**REQUIREMENT**
Reproduce the whole listing exactly, omitting any picture it holds.
--- DATA TO EXAMINE ---
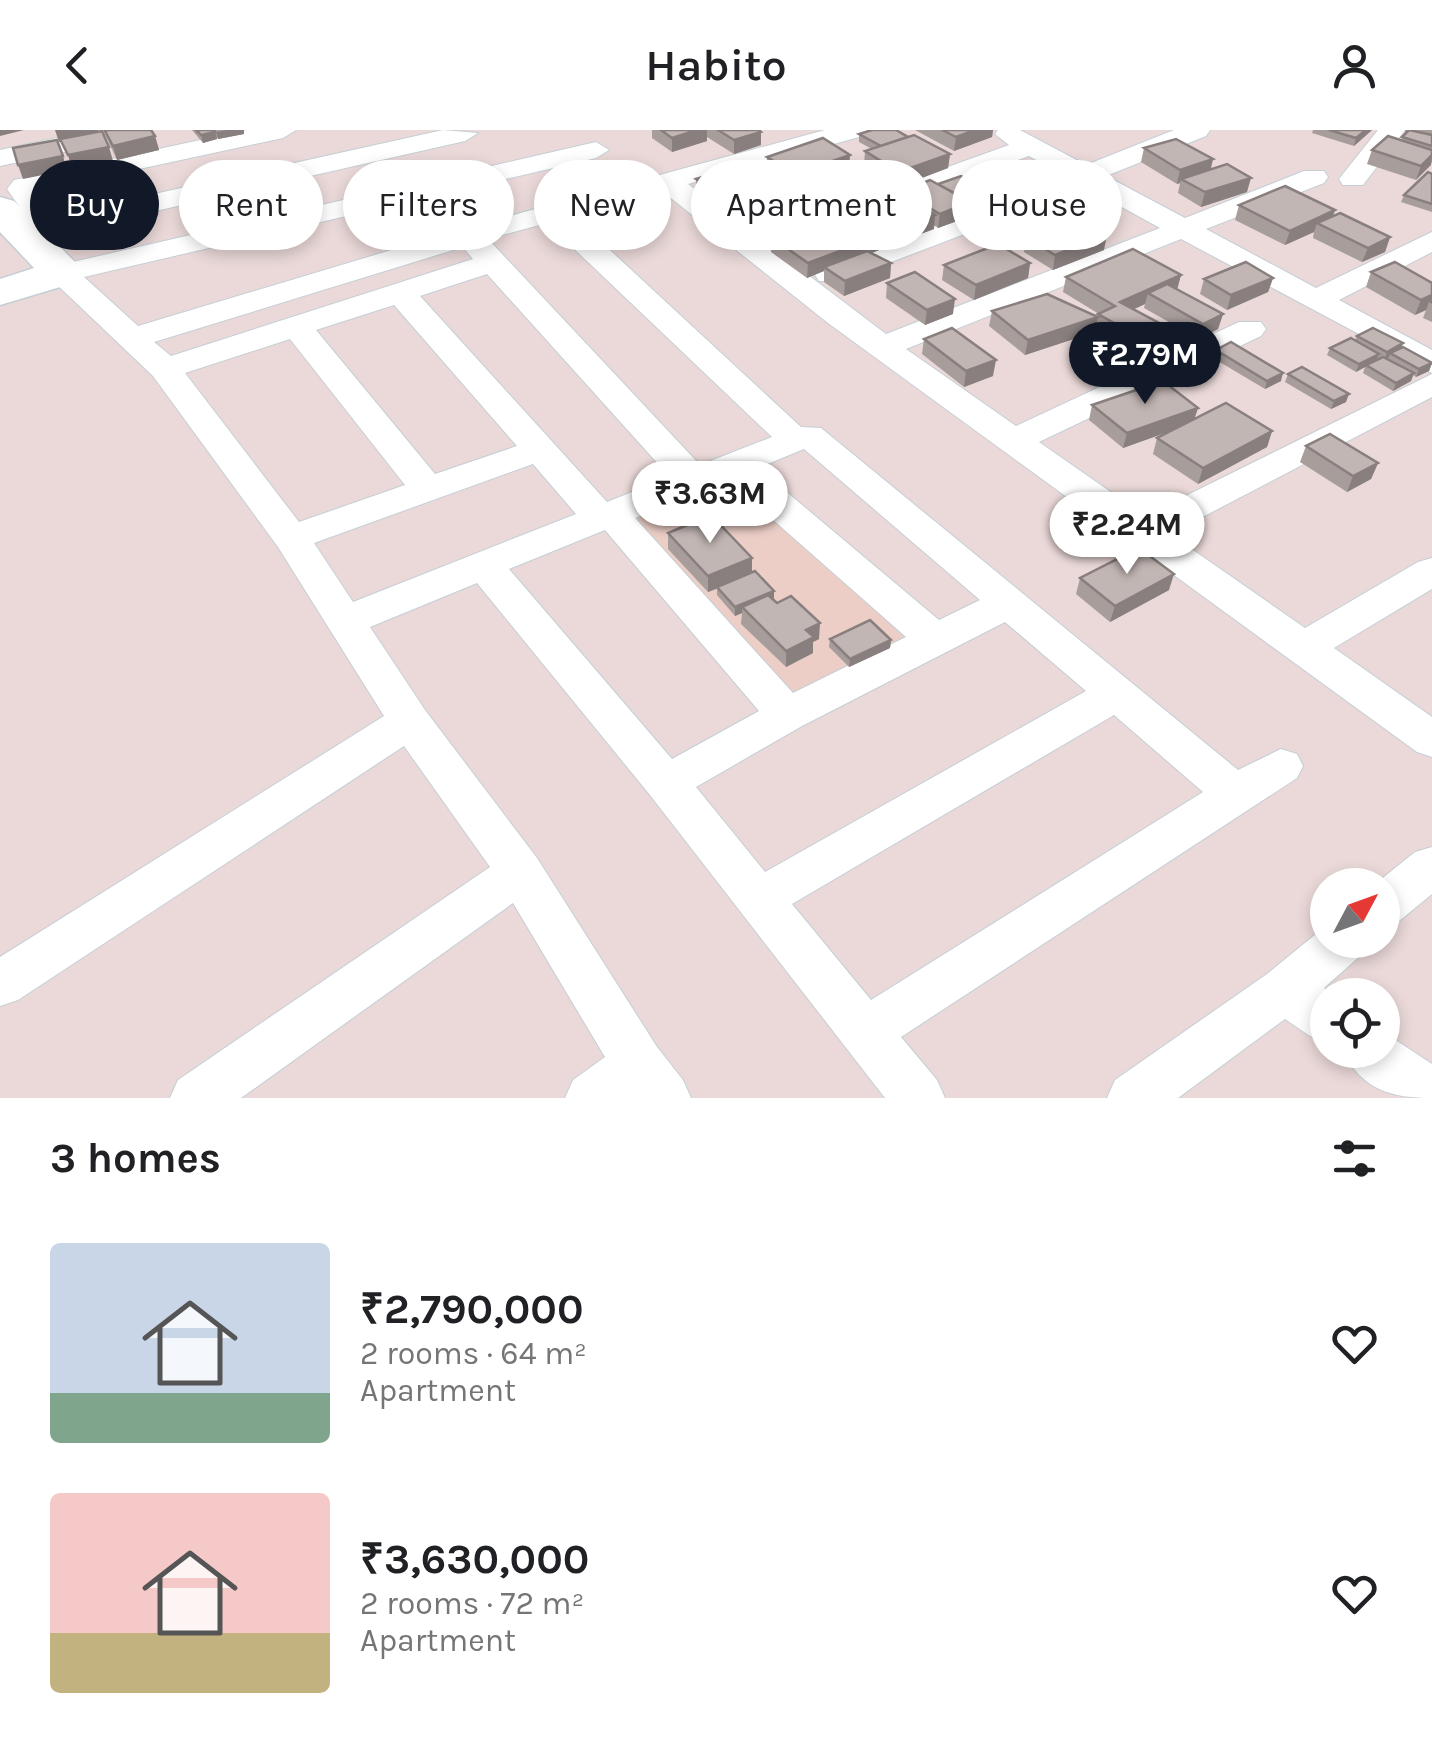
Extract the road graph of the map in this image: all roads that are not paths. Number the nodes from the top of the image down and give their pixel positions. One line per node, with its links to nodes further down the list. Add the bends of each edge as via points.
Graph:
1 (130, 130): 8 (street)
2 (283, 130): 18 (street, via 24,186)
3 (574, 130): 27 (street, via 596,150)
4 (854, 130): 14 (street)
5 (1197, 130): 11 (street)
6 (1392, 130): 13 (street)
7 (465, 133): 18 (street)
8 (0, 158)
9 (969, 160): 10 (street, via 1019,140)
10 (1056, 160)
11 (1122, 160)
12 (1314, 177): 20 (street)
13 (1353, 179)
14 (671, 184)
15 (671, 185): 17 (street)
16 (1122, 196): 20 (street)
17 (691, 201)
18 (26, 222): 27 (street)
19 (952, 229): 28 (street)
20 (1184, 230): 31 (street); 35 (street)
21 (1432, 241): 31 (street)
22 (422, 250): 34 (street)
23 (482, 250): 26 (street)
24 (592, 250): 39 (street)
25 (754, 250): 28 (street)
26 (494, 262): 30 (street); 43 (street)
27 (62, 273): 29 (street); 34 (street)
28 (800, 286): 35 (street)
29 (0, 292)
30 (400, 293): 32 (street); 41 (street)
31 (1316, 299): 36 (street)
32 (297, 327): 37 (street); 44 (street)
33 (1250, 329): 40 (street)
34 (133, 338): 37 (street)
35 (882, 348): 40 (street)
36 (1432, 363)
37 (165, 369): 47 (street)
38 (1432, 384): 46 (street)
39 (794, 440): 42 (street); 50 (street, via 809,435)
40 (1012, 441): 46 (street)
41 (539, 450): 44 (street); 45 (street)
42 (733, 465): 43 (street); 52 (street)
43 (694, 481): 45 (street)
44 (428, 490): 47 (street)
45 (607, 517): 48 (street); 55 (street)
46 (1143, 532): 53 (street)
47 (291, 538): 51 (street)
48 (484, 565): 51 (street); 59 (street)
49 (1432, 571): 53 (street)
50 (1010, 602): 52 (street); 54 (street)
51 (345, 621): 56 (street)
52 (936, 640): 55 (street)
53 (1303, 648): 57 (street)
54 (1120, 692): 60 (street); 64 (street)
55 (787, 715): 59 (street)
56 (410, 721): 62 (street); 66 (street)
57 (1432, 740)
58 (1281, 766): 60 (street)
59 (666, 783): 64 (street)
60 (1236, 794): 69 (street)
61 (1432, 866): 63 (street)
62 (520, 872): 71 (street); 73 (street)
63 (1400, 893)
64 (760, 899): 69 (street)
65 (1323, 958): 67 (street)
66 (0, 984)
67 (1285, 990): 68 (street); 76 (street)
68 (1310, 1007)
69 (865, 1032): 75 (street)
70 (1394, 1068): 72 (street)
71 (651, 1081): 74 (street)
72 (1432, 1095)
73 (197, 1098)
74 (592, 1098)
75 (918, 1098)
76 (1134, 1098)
---
**TASK SOLUTION**
Extract the road graph of the map in this image: all roads that are not paths. Number the nodes from the top of the image down and give their pixel positions. One line per node, with its links to nodes further down the list. Add the bends of each edge as via points.
Graph:
1 (130, 130): 8 (street)
2 (283, 130): 18 (street, via 24,186)
3 (574, 130): 27 (street, via 596,150)
4 (854, 130): 14 (street)
5 (1197, 130): 11 (street)
6 (1392, 130): 13 (street)
7 (465, 133): 18 (street)
8 (0, 158)
9 (969, 160): 10 (street, via 1019,140)
10 (1056, 160)
11 (1122, 160)
12 (1314, 177): 20 (street)
13 (1353, 179)
14 (671, 184)
15 (671, 185): 17 (street)
16 (1122, 196): 20 (street)
17 (691, 201)
18 (26, 222): 27 (street)
19 (952, 229): 28 (street)
20 (1184, 230): 31 (street); 35 (street)
21 (1432, 241): 31 (street)
22 (422, 250): 34 (street)
23 (482, 250): 26 (street)
24 (592, 250): 39 (street)
25 (754, 250): 28 (street)
26 (494, 262): 30 (street); 43 (street)
27 (62, 273): 29 (street); 34 (street)
28 (800, 286): 35 (street)
29 (0, 292)
30 (400, 293): 32 (street); 41 (street)
31 (1316, 299): 36 (street)
32 (297, 327): 37 (street); 44 (street)
33 (1250, 329): 40 (street)
34 (133, 338): 37 (street)
35 (882, 348): 40 (street)
36 (1432, 363)
37 (165, 369): 47 (street)
38 (1432, 384): 46 (street)
39 (794, 440): 42 (street); 50 (street, via 809,435)
40 (1012, 441): 46 (street)
41 (539, 450): 44 (street); 45 (street)
42 (733, 465): 43 (street); 52 (street)
43 (694, 481): 45 (street)
44 (428, 490): 47 (street)
45 (607, 517): 48 (street); 55 (street)
46 (1143, 532): 53 (street)
47 (291, 538): 51 (street)
48 (484, 565): 51 (street); 59 (street)
49 (1432, 571): 53 (street)
50 (1010, 602): 52 (street); 54 (street)
51 (345, 621): 56 (street)
52 (936, 640): 55 (street)
53 (1303, 648): 57 (street)
54 (1120, 692): 60 (street); 64 (street)
55 (787, 715): 59 (street)
56 (410, 721): 62 (street); 66 (street)
57 (1432, 740)
58 (1281, 766): 60 (street)
59 (666, 783): 64 (street)
60 (1236, 794): 69 (street)
61 (1432, 866): 63 (street)
62 (520, 872): 71 (street); 73 (street)
63 (1400, 893)
64 (760, 899): 69 (street)
65 (1323, 958): 67 (street)
66 (0, 984)
67 (1285, 990): 68 (street); 76 (street)
68 (1310, 1007)
69 (865, 1032): 75 (street)
70 (1394, 1068): 72 (street)
71 (651, 1081): 74 (street)
72 (1432, 1095)
73 (197, 1098)
74 (592, 1098)
75 (918, 1098)
76 (1134, 1098)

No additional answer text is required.